PUBLISHED IN ISSUE 17
BY KATE HOWELLS

Jupiter, what a beauty. The curves, swirls, delicate shades of beige and brown. You don’t have to know anything about this planet to see that it’s gorgeous. But what makes Jupiter so beautiful is that it’s a gas planet. You probably learned this in school at some point, but let’s meditate on what it means.

Jupiter is a huge, hulking, round collection of gas, all held together by gravity, spinning through space. It may look serene in pictures, but its surface is a sea of storms. The swirl patterns are made from different gases being blown around at hundreds of kilometers per hour. Each band that you can see is a storm blowing in a different direction, at a different depth. The spots are cyclones.

Search YouTube for “Jupiter cloud timelapse” and you’ll see some next-level, tripped out motion on what you’d have otherwise thought of as a static. Yes, it’s a moving, living surface. The whole planet is made of stuff that is constantly in motion. The Earth, by comparison, is a boring rock with puny storms, and only the occasional movement that causes earthquakes and shapes mountains over millions of years.

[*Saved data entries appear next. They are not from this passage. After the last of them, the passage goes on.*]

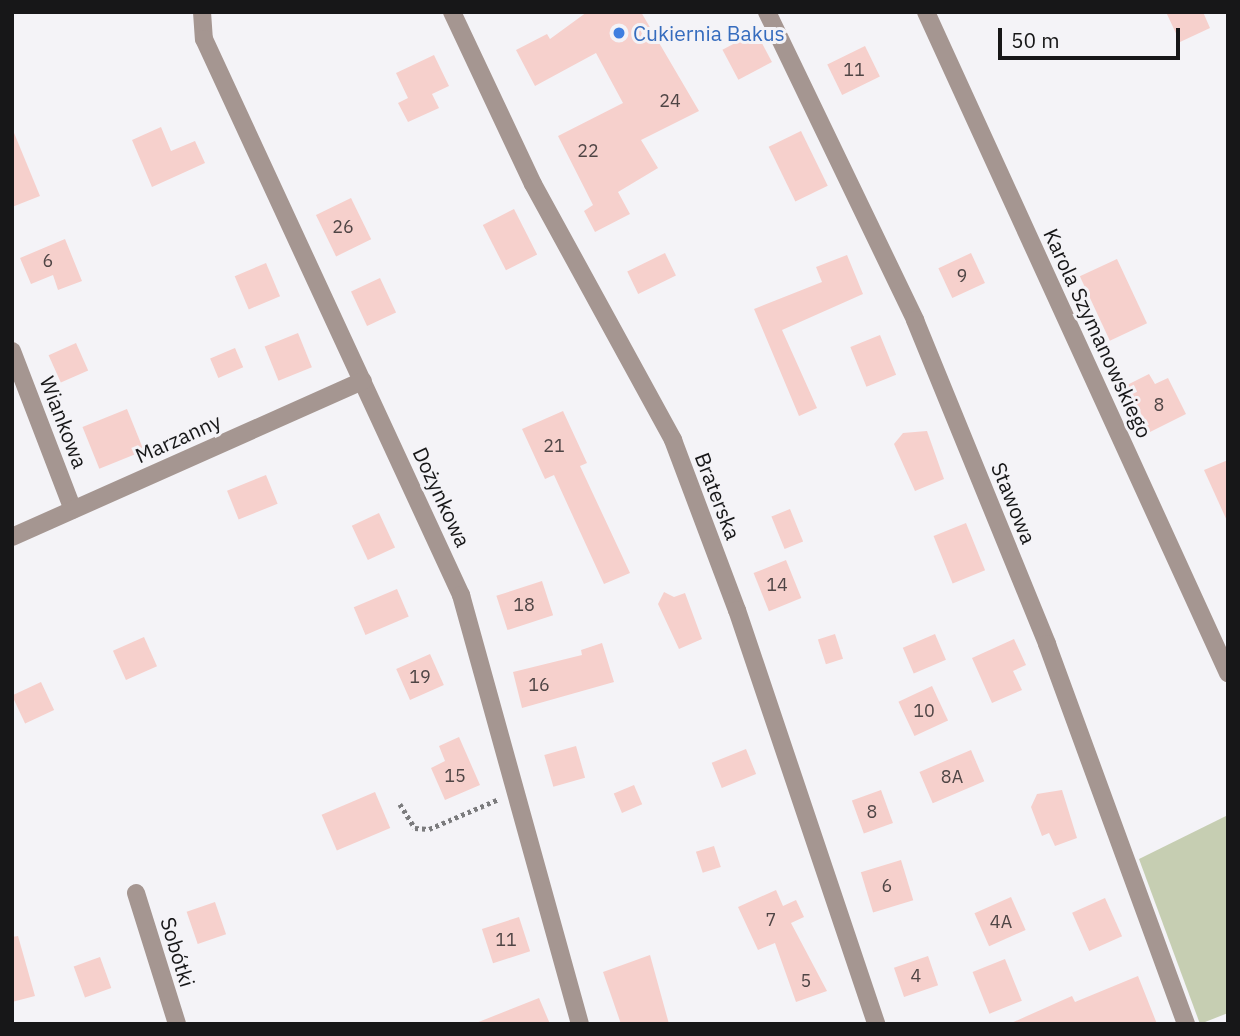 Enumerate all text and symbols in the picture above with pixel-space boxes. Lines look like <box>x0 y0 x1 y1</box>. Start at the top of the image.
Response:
scale bar <box>1002 14 1184 58</box>
place label: Cukiernia Bakus <box>633 20 785 46</box>
marker: Cukiernia Bakus <box>611 25 627 41</box>
text: 50 m <box>1011 26 1060 54</box>
house number: 11 <box>843 59 865 81</box>
house number: 24 <box>659 90 681 112</box>
house number: 22 <box>577 140 599 162</box>
house number: 26 <box>332 216 354 238</box>
street label: Karola Szymanowskiego <box>1038 224 1158 442</box>
house number: 6 <box>43 250 53 272</box>
house number: 9 <box>957 265 967 287</box>
street label: Wiankowa <box>35 372 93 472</box>
house number: 8 <box>1154 394 1164 416</box>
street label: Marzanny <box>131 408 225 468</box>
house number: 21 <box>543 435 565 457</box>
street label: Dożynkowa <box>408 443 476 551</box>
street label: Braterska <box>690 449 746 543</box>
street label: Stawowa <box>986 459 1042 547</box>
house number: 14 <box>766 574 788 596</box>
house number: 18 <box>513 594 535 616</box>
house number: 19 <box>409 666 431 688</box>
house number: 16 <box>528 674 550 696</box>
house number: 10 <box>913 700 935 722</box>
house number: 15 <box>444 765 466 787</box>
house number: 8A <box>941 766 963 788</box>
house number: 8 <box>867 801 877 823</box>
house number: 6 <box>882 875 892 897</box>
house number: 7 <box>766 909 776 931</box>
house number: 4A <box>990 911 1012 933</box>
street label: Sobótki <box>155 914 201 990</box>
house number: 11 <box>495 929 517 951</box>
house number: 4 <box>911 965 921 987</box>
house number: 5 <box>801 970 811 992</box>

Jupiter is a planet of rapid action and change, of unrest. You literally can’t rest on Jupiter. If you send a spacecraft to the Moon or to Mars, it can land on the surface and chill out for a while. But if you sent a craft to Jupiter, you’d just punch through cloud layer after cloud layer, on and on until you were so deep into its core that the weight of the clouds above the spacecraft would crush and destroy you. No landing here, only gradual crushing by gas!

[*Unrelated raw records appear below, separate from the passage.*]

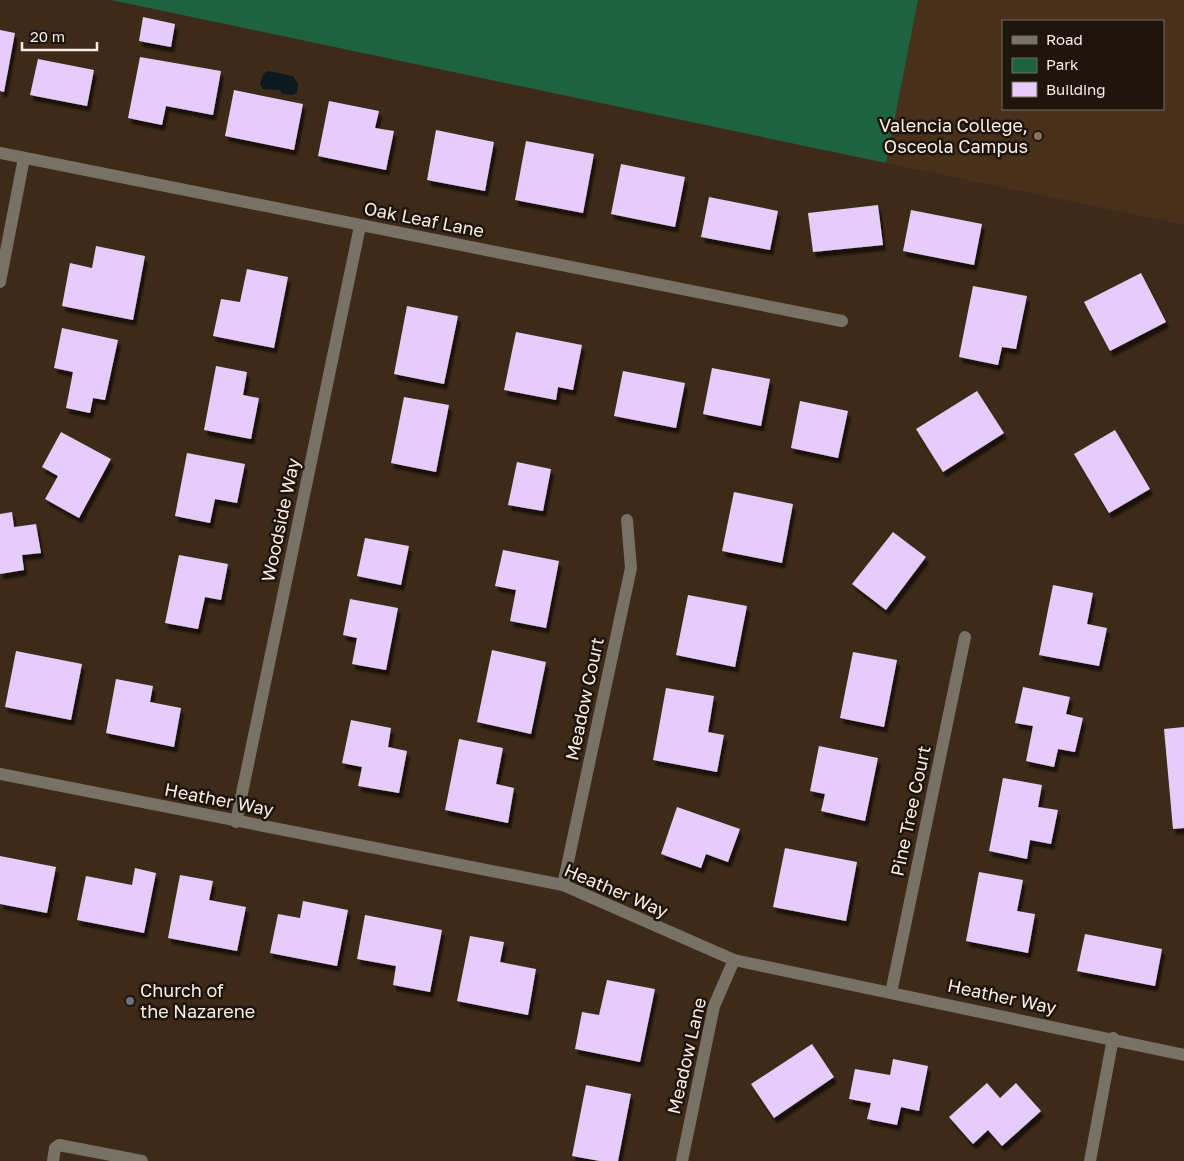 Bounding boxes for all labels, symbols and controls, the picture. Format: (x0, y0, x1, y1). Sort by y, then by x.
scale bar (22, 20, 98, 52)
legend (1002, 20, 1164, 110)
text: 20 m (30, 27, 65, 45)
text: Road (1046, 30, 1083, 48)
text: Park (1046, 55, 1079, 73)
text: Building (1046, 80, 1106, 98)
place label: Valencia College, Osceola Campus (879, 114, 1028, 157)
marker: Valencia College, Osceola Campus (1032, 130, 1044, 142)
street label: Oak Leaf Lane (362, 197, 486, 241)
street label: Woodside Way (256, 456, 304, 584)
street label: Meadow Court (560, 635, 608, 762)
street label: Pine Tree Court (885, 744, 935, 878)
street label: Heather Way (163, 778, 276, 820)
street label: Heather Way (561, 858, 672, 922)
street label: Heather Way (946, 974, 1059, 1018)
place label: Church of the Nazarene (140, 979, 255, 1022)
marker: Church of the Nazarene (124, 995, 136, 1007)
street label: Meadow Lane (662, 995, 710, 1116) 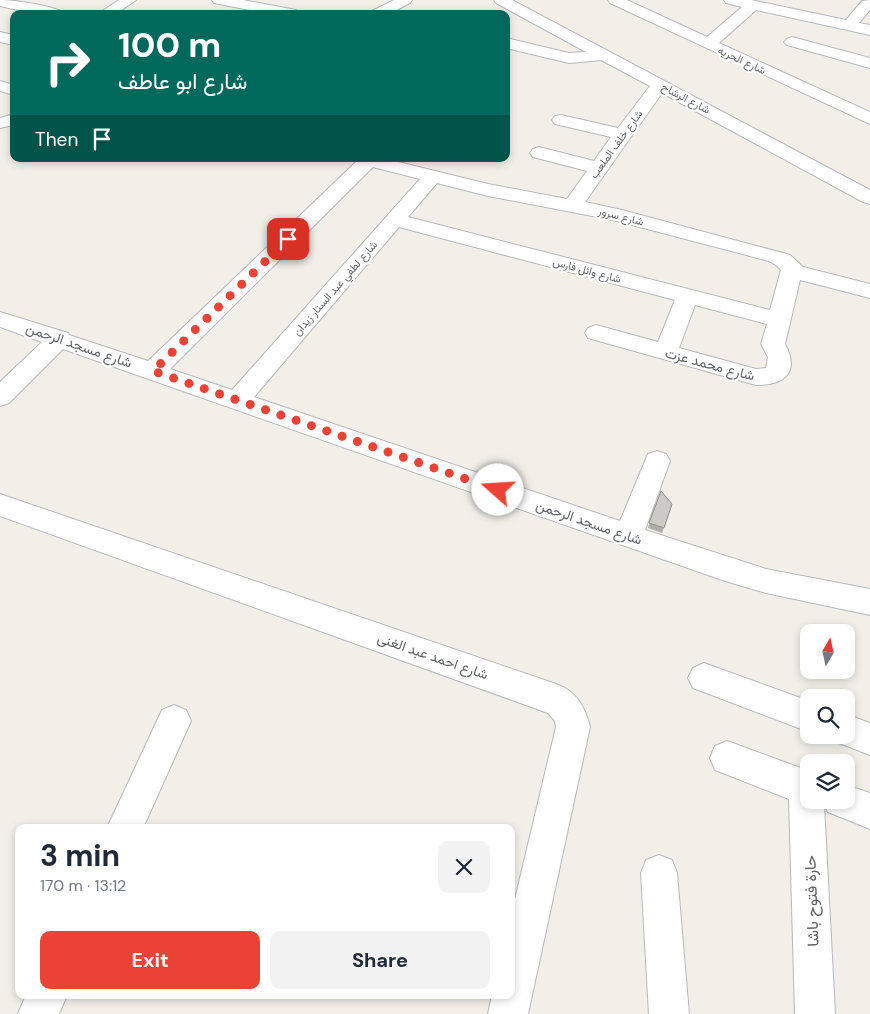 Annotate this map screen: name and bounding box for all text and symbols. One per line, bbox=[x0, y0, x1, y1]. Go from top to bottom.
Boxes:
text: 100 m bbox=[118, 22, 221, 68]
icon: right bbox=[35, 30, 100, 95]
street label: شارع الحريه bbox=[715, 43, 769, 78]
text: شارع ابو عاطف bbox=[118, 67, 247, 96]
street label: شارع الرشاح bbox=[659, 79, 713, 118]
street label: شارع خلف الملعب bbox=[586, 107, 646, 182]
icon: arrive bbox=[88, 125, 116, 153]
text: Then bbox=[35, 127, 78, 152]
street label: شارع سرور bbox=[596, 203, 646, 229]
pin bbox=[267, 218, 309, 260]
icon: arrive bbox=[274, 225, 302, 253]
street label: شارع لطفي عبد الستار زيدان bbox=[290, 237, 383, 340]
street label: شارع وائل فارس bbox=[551, 254, 623, 287]
street label: شارع مسجد الرحمن bbox=[23, 318, 134, 373]
street label: شارع محمد عزت bbox=[663, 343, 757, 387]
position arrow bbox=[471, 463, 523, 515]
street label: شارع مسجد الرحمن bbox=[533, 495, 644, 550]
north arrow bbox=[800, 624, 855, 679]
map controls bbox=[800, 624, 855, 809]
street label: شارع احمد عبد الغنى bbox=[375, 629, 491, 685]
button: search bbox=[800, 689, 855, 744]
button: layers bbox=[800, 754, 855, 809]
text: 3 min bbox=[40, 836, 120, 875]
button: close bbox=[438, 841, 490, 893]
street label: حارة فتوح باشا bbox=[799, 854, 825, 947]
text: 170 m · 13:12 bbox=[40, 875, 126, 896]
button: Exit bbox=[40, 931, 260, 989]
button: Share bbox=[270, 931, 490, 989]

When a meteor hits Jupiter it doesn’t make a crater like it would on Earth. It just swooshes right through the gas and gets absorbed into Jupiter’s mass. By gobbling up rocks, Jupiter actually saves the Earth from countless potential impacts. We don’t need Bruce Willis to stop Armageddon, we’ve got Jupiter! And the reason it’s such a good rock-gobbler is that it’s fucking enormous. Jupiter is bigger than every other planet in the solar system combined. At the edge of Jupiter, its gases get thinner and thinner until eventually there is only empty space. And in its depths, the gases get thicker and thicker until eventually they become liquids. Jupiter is basically just a continuum between absolute nothingness and intense, crushing thingness.

Memorizing in elementary school that there are rock planets, gas planets, and ice planets in our solar system is one thing—it’s a whole other experience to actually think about what it means for a giant planet to be made of gas. I don’t give a shit about memorizing the periodic table or remembering the process for calculating something’s density—simply getting curious about the world is what science is all about. And all it takes is to wonder how or why something works, and look for an answer to the question. And you have access to the total collected knowledge of the world in your phone right now! There’s nothing you can’t know. Get your phone out and Google “how fast does the Earth move through space,” get the answer and contemplate that answer for a second. It’s crazy!

It’s a shame that so many people I meet think of “science” as a thing they were bad at in high school, a series of lists and definitions and sequences to be memorized and regurgitated. Nobody likes that shit! It’s understandable that people get turned away from science because they don’t see themselves fitting the mold of “scientist.” Generally, hardly anybody other than straight, white, cis-dudes see themselves as being the kind of people who do science. There are few visible role models for people outside of that “norm” in the field, and that makes people feel isolated from science as a whole. But the world of inquiry is open to you, now more than ever! You don’t have to be good at anything to learn cool things about the reality you live in. And inviting science/nature/inquiry into your heart doesn’t mean you have to shut out other fun stuff that isn’t scientifically sound; I am a proud Sagittarian, I want to know what my palm says about my future, and I will believe you if you tell me a compelling story about a ghost sighting. And yet here I am, science girl.

It’s important to feel empowered to seek knowledge. They say it all the time but it doesn’t make it less true—knowledge is power. When you take it upon yourself to feed your curiosity, ask questions and really think about the answers, you are developing the super-important skill of critical thinking, and this is enormously empowering. Plus it feels good to contemplate awesome things about nature. For me, at least, it makes existence more magical to know that out there—in real life!—there is a beautiful enormous gas giant.